■ **Records supplied**:

━━━━━━

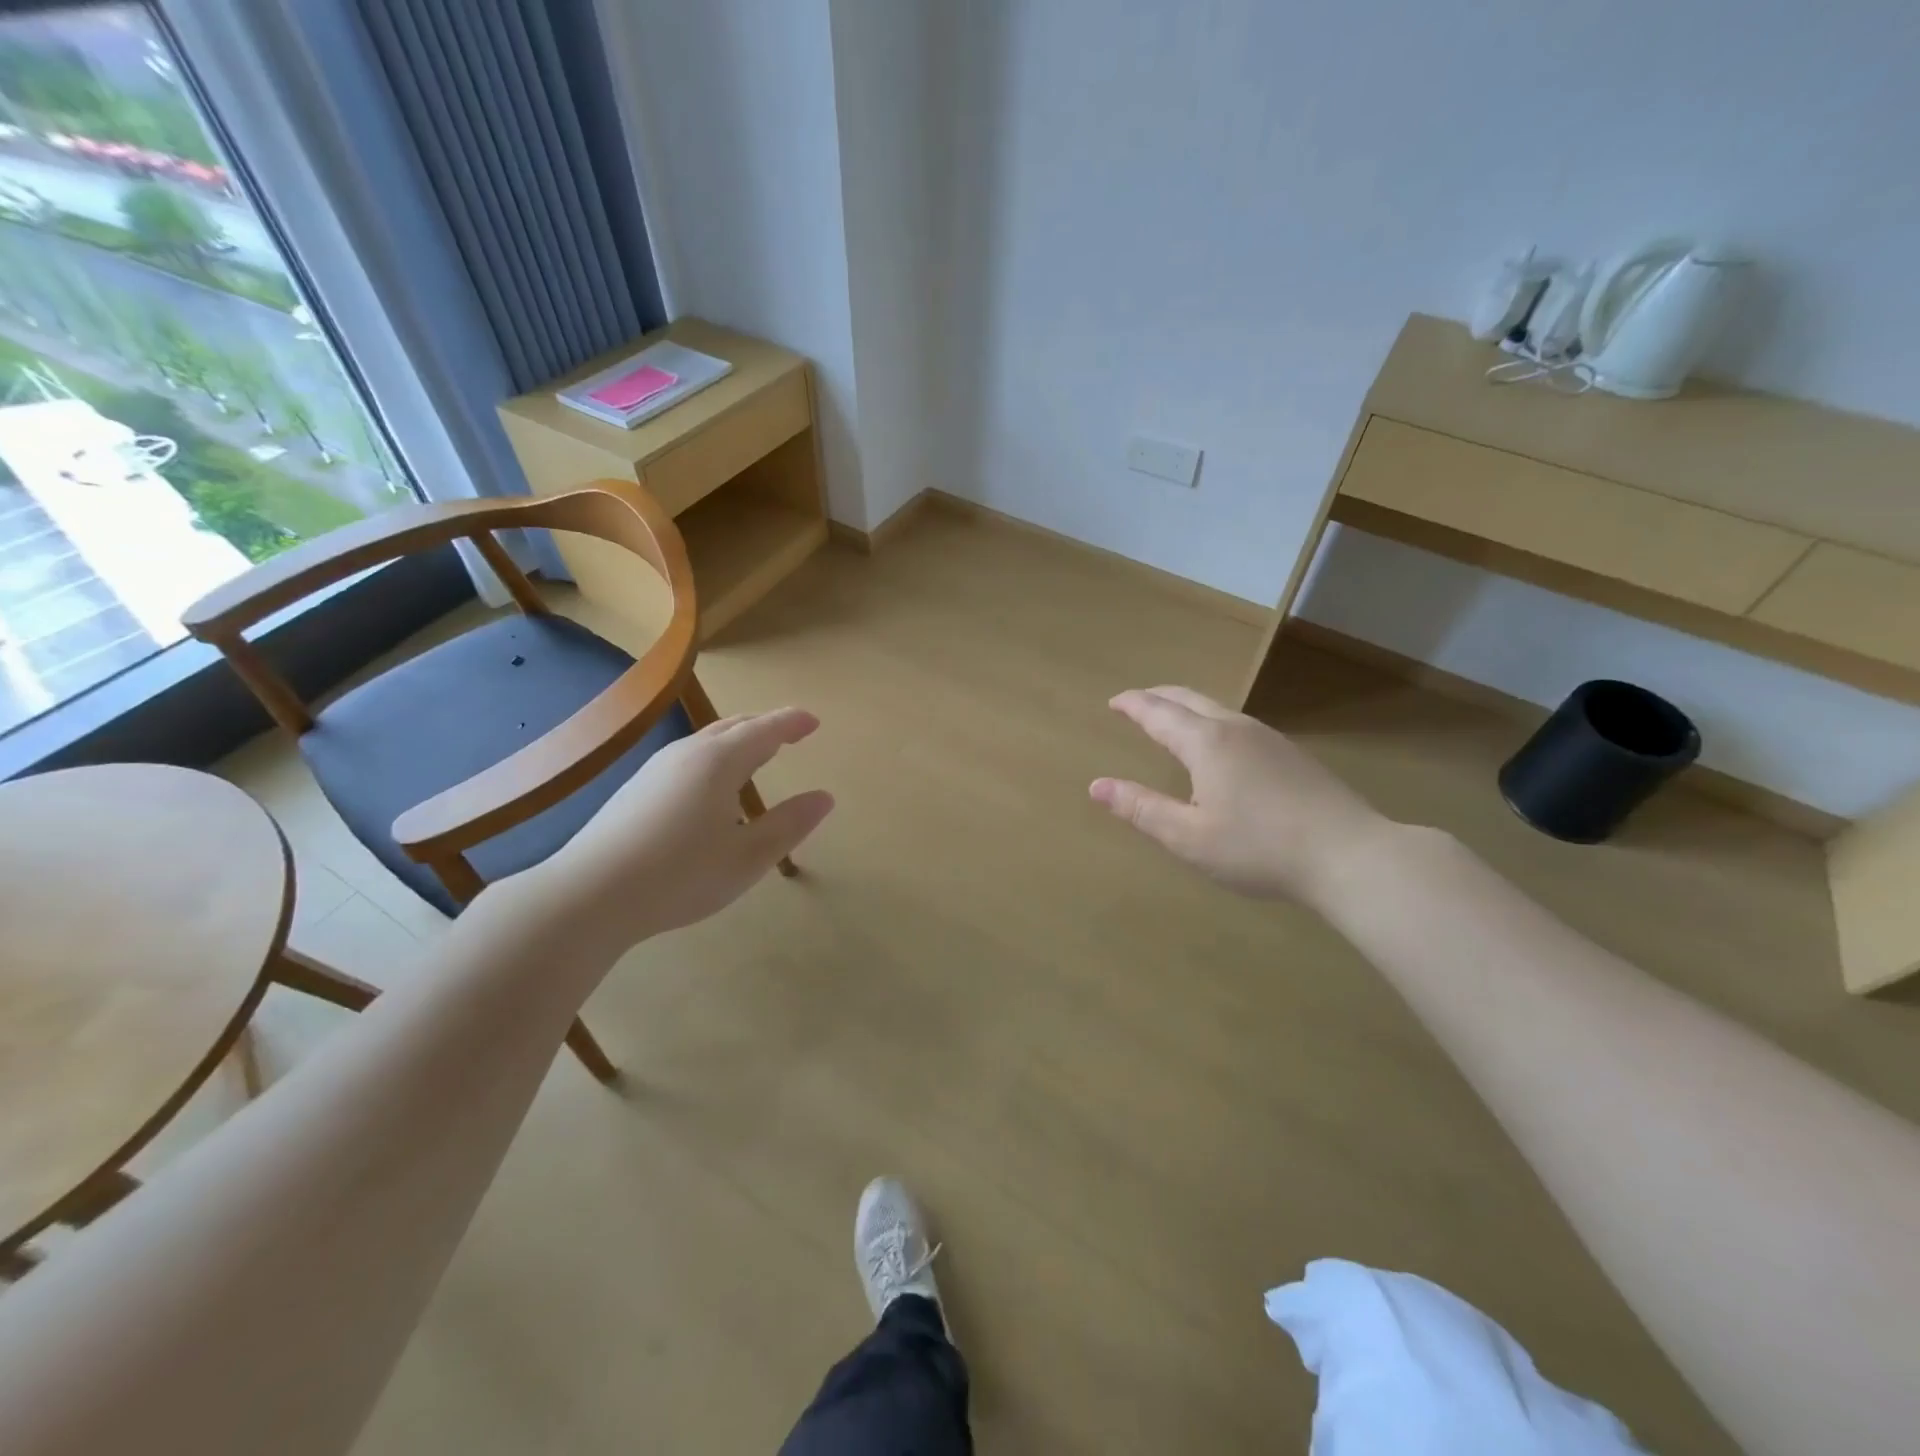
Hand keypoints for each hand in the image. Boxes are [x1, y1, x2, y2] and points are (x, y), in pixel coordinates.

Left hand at [549, 706, 833, 943]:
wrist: (589, 895)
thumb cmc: (680, 875)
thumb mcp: (748, 857)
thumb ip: (789, 825)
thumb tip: (824, 797)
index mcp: (720, 762)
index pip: (765, 730)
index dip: (792, 723)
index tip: (813, 722)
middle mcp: (688, 754)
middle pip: (734, 727)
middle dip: (766, 726)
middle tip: (790, 733)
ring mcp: (657, 769)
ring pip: (707, 741)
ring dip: (738, 741)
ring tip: (757, 755)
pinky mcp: (636, 789)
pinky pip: (688, 758)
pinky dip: (715, 757)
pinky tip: (712, 788)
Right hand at [1090, 686, 1388, 904]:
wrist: (1350, 854)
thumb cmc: (1259, 848)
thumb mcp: (1188, 837)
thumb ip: (1141, 809)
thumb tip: (1096, 786)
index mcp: (1205, 743)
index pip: (1158, 713)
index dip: (1133, 705)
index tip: (1114, 702)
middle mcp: (1236, 729)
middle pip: (1189, 699)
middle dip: (1158, 697)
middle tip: (1136, 703)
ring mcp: (1269, 738)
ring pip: (1217, 709)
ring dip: (1187, 708)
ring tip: (1172, 722)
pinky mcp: (1292, 754)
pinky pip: (1238, 725)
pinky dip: (1211, 723)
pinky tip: (1219, 748)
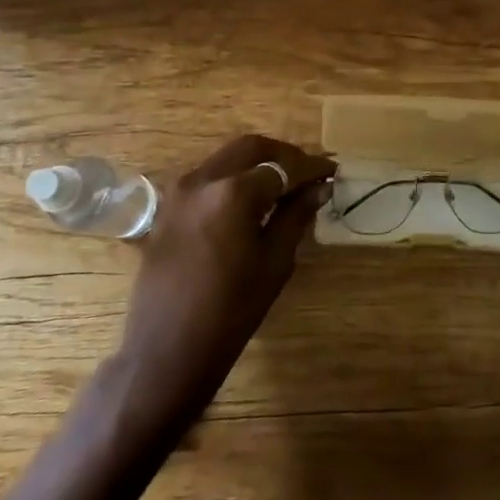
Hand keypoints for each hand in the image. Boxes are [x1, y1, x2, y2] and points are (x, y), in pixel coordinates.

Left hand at [110, 134, 334, 424]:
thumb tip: (318, 186)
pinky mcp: (167, 209)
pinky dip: (234, 178)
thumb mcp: (274, 262)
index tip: (332, 171)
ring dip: (257, 164)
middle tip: (308, 172)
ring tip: (283, 185)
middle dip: (283, 155)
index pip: (282, 167)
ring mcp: (179, 193)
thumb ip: (296, 215)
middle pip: (250, 148)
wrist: (166, 351)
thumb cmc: (230, 311)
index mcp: (233, 193)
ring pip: (226, 159)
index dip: (310, 167)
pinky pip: (208, 178)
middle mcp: (202, 181)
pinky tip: (251, 201)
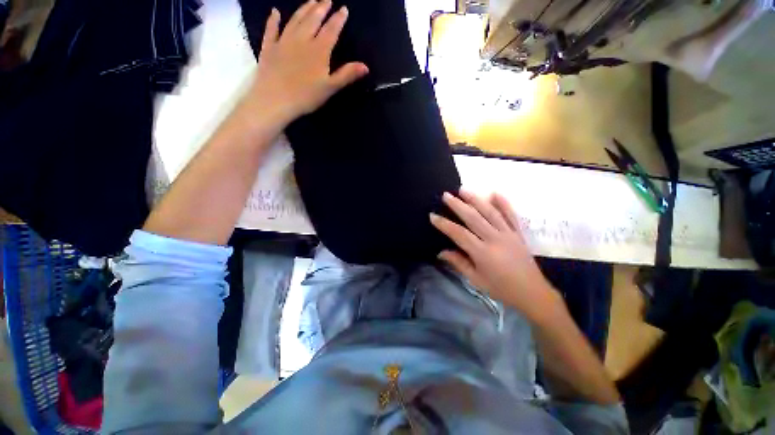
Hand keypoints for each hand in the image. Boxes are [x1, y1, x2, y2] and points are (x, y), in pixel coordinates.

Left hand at [243, 0, 368, 125]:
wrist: (275, 99)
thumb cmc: (306, 96)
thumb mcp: (330, 88)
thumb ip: (347, 75)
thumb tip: (365, 66)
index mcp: (318, 50)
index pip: (331, 30)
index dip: (338, 19)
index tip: (343, 9)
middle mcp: (301, 40)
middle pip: (312, 20)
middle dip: (321, 8)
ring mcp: (283, 42)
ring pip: (295, 20)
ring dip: (303, 9)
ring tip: (311, 1)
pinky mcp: (269, 48)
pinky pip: (271, 30)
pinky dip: (273, 20)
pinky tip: (275, 12)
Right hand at [430, 190, 561, 321]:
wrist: (532, 294)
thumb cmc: (501, 289)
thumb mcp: (476, 280)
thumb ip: (459, 263)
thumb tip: (441, 252)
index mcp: (483, 253)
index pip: (459, 234)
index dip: (444, 224)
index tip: (433, 216)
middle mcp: (495, 239)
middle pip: (473, 218)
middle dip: (458, 205)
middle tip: (446, 195)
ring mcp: (508, 234)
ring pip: (490, 212)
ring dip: (476, 199)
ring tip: (464, 189)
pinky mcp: (518, 233)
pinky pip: (511, 215)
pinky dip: (503, 203)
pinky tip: (495, 193)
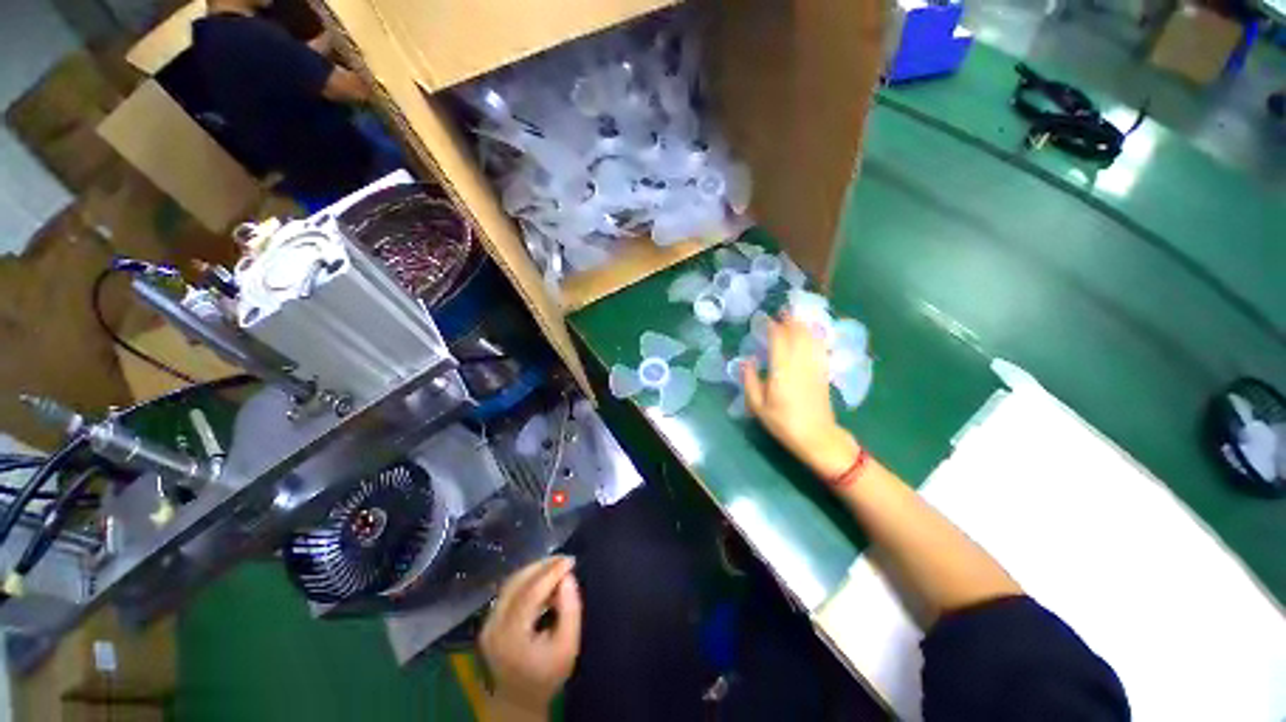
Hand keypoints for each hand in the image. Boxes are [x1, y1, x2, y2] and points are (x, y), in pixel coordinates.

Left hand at [480, 557, 582, 713]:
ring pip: (511, 583)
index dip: (551, 572)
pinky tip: (543, 580)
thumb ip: (570, 610)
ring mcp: (487, 624)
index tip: (571, 560)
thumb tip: (568, 577)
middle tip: (565, 559)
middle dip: (543, 566)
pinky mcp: (488, 622)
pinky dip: (527, 580)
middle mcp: (493, 626)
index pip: (531, 593)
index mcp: (511, 636)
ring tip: (557, 566)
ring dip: (535, 570)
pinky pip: (508, 591)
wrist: (518, 702)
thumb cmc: (547, 676)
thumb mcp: (568, 646)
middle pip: (517, 583)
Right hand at [742, 313, 860, 479]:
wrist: (817, 436)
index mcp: (781, 370)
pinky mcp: (823, 371)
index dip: (773, 326)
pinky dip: (815, 336)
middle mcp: (799, 363)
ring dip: (802, 324)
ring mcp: (814, 366)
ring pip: (810, 338)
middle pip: (797, 334)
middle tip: (781, 311)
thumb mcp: (758, 406)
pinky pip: (819, 347)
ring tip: (795, 316)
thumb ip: (750, 381)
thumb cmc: (783, 423)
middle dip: (789, 320)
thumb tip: (746, 360)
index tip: (766, 319)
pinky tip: (812, 332)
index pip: (779, 340)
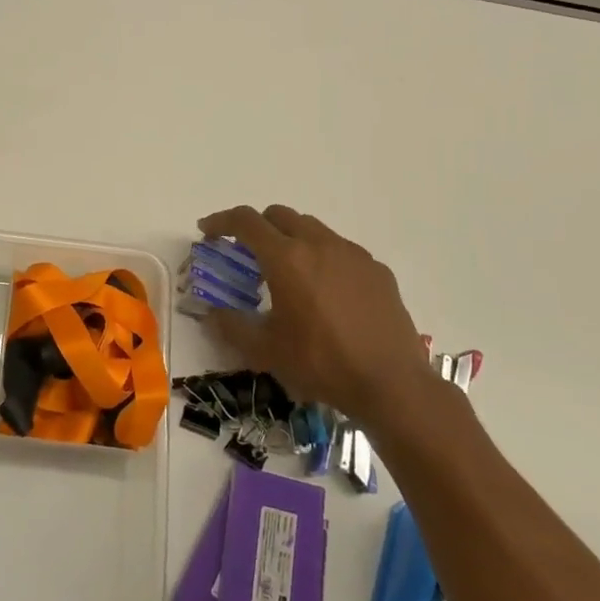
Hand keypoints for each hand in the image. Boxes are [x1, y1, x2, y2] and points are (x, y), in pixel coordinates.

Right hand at [196, 205, 435, 424]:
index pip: (246, 221)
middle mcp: (319, 245)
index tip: (207, 231)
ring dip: (291, 238)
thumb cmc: (320, 363)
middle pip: (279, 215)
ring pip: (312, 228)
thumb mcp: (265, 350)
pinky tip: (325, 291)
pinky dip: (322, 257)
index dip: (221, 221)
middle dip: (257, 225)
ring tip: (287, 270)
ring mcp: (353, 255)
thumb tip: (212, 314)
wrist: (391, 384)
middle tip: (246, 251)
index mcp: (286, 259)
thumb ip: (231, 326)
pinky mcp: (378, 271)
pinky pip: (341, 250)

━━━━━━

Your copy must reproduce the entries above in full, without their pictures.

Hand keypoints for each hand in the image. Boxes are [x1, y1, x2, y2] and points are (x, y), in pixel coordinates.

Left hand at [549, 706, 833, 943]:
wrist: (589, 895)
thumb cmc: (680, 875)
thumb mcp: (748, 857)
thumb ip: (789, 825)
thumb tip: (824, 797)
index mcp: (720, 762)
index pip: (765, 730)
index dip: (792, 723)
index tip: (813, 722)
middle mcp: (688, 754)
middle pip: (734, 727)
middle dip: (766, 726)
middle tip: (790, 733)
ring mcp: (657, 769)
ring pip: (707, 741)
ring dip: (738, 741)
ring tip: (757, 755)
pinky mcp: (636, 789)
pinky pip: (688, 758)
pinky dip: (715, 757)
pinky tip: (712, 788)
Right hand at [1090, 686, 1388, 904]:
wrist: (1350, 854)
thumb cmc: (1259, 848)
thumb mcp: (1188, 837)
thumb ip: (1141, 809)
thumb tip: (1096, 786)
index mcp: (1205, 743)
index pip: (1158, 713)
index dip: (1133, 705)
index tip: (1114, 702)
middle mcp: (1236, 729)
middle pip: (1189, 699)
middle dip: (1158, 697)
middle tip: (1136, 703)
ring mcp: (1269, 738)
ring pip: (1217, 709)
ring dip: (1187, 708)
ring tip: (1172, 722)
pinky mcp: (1292, 754)
pinky pip: (1238, 725)
pinky dip: (1211, 723)
pinky tip: (1219, 748)
Hand keypoints for each hand in the image. Boxes are [x1, y1, x2, y2] and points are (x, y), in pixel coordinates.

Left hand at [110, 134, 334, 424]:
thumb tip: (318, 186)
pinky mcp: (167, 209)
pinky dip: (234, 178)
thumb mcp: (274, 262)
index tip: (332, 171)
ring dip: (257, 164)
middle tip: (308, 172)
ring tip: (283, 185)
middle dip: (283, 155)
index pip: (282, 167)
ring mcp: (179, 193)
thumb ip: (296, 215)
middle pip: (250, 148)
wrist: (166, 351)
thumb cmc: (230, 311)
index mcp: (233, 193)
ring pip: (226, 159)
index dip: (310, 167)
pinky pip: (208, 178)
middle mcp: (202, 181)
pinky tip: (251, 201)
Hand keypoints for each hand in the image. Boxes are [x1, y1, x2, y2] and points are (x, y), in pixel coordinates.

Left hand at [243, 0, 368, 125]:
wrist: (275, 99)
thumb cmc: (306, 96)
thumb mcp: (330, 88)
thumb ip: (347, 75)
thumb tip: (365, 66)
index mcp: (318, 50)
index pip: (331, 30)
index dip: (338, 19)
index tip: (343, 9)
middle mcp: (301, 40)
middle pip: (312, 20)
middle dip: (321, 8)
ring mcp: (283, 42)
ring pip: (295, 20)
ring dip: (303, 9)
ring tip: (311, 1)
pinky mcp: (269, 48)
pinky pip: (271, 30)
pinky dip: (273, 20)
pinky tip: (275, 12)
Right hand at [430, 190, 561, 321]:
wrist: (532, 294)
thumb cmc: (501, 289)
thumb mcp: (476, 280)
thumb ip: (459, 263)
thumb tip: (441, 252)
index mcp: (483, 253)
index pip: (459, 234)
index dip: (444, 224)
index tip: (433, 216)
middle mcp: (495, 239)
middle pip: (473, 218)
middle dip: (458, 205)
middle tip: (446, 195)
ring mcp: (508, 234)
ring pip: (490, 212)
ring dip: (476, 199)
ring tip: (464, 189)
pinky mcp: (518, 233)
pinky pip: (511, 215)
pinky dip: (503, 203)
pinky tip: (495, 193)
Hand keypoints for each hand in the image. Boxes are [x1, y1, x2, y2] and points are (x, y), in pixel coordinates.

Left hand at [480, 557, 582, 713]:
ring pip: (511, 583)
index dip: (551, 572)
pinky tip: (543, 580)
thumb ip: (570, 610)
ring mcp: (487, 624)
index tip: (571, 560)
thumb tip: (568, 577)
middle tip: (565, 559)
middle dip: (543, 566)
pinky mcp: (488, 622)
pinky dip: (527, 580)
middle mcp: (493, 626)
index pip: (531, 593)
index mcp: (511, 636)
ring tip: (557, 566)
ring dip: (535, 570)
pinky pip: (508, 591)
wrist: (518, 702)
thumb cmc: (547, 676)
thumb mcp: (568, 646)
middle pip: (517, 583)
Right hand at [742, 313, 860, 479]:
wrist: (817, 436)
index mcp: (781, 370)
pinky mcp: (823, 371)
index dip: (773, 326)
pinky dip: (815, 336)
middle mcp: (799, 363)
ring dip: (802, 324)
ring mcp: (814, 366)
ring pip: (810, 338)
middle pip: (797, 334)
middle tip: (781, 311)
thumb mcp: (758, 406)
pinky pip: (819, 347)
ring tip: (795, 316)
thumb ip: (750, 381)
thumb cmc: (783, 423)
middle dip: (789, 320)
thumb tip: (746, 360)
index tip: (766, 319)
pinky tip: (812, 332)
index pip: (779, 340)
Hand keypoints for each hand in the image. Boxes are [x1, y1, x2, y2] and points are (x, y), in pixel coordinates.

Right hand at [196, 205, 435, 424]:
index pip: (246, 221)
middle mcp: (319, 245)
index tip: (207, 231)
ring dip: (291, 238)
thumb cmc: (320, 363)
middle pip: (279, 215)
ring pip: (312, 228)
thumb mcp: (265, 350)
pinky tip: (325, 291)
pinky dip: (322, 257)
index dip: (221, 221)
middle dip: (257, 225)
ring tip: (287, 270)
ring mcp: (353, 255)
thumb tip: (212, 314)
wrist: (391, 384)
middle tip: (246, 251)
index mcp: (286, 259)
thumb ip: (231, 326)
pinky mcp: (378, 271)
pinky pip: (341, 250)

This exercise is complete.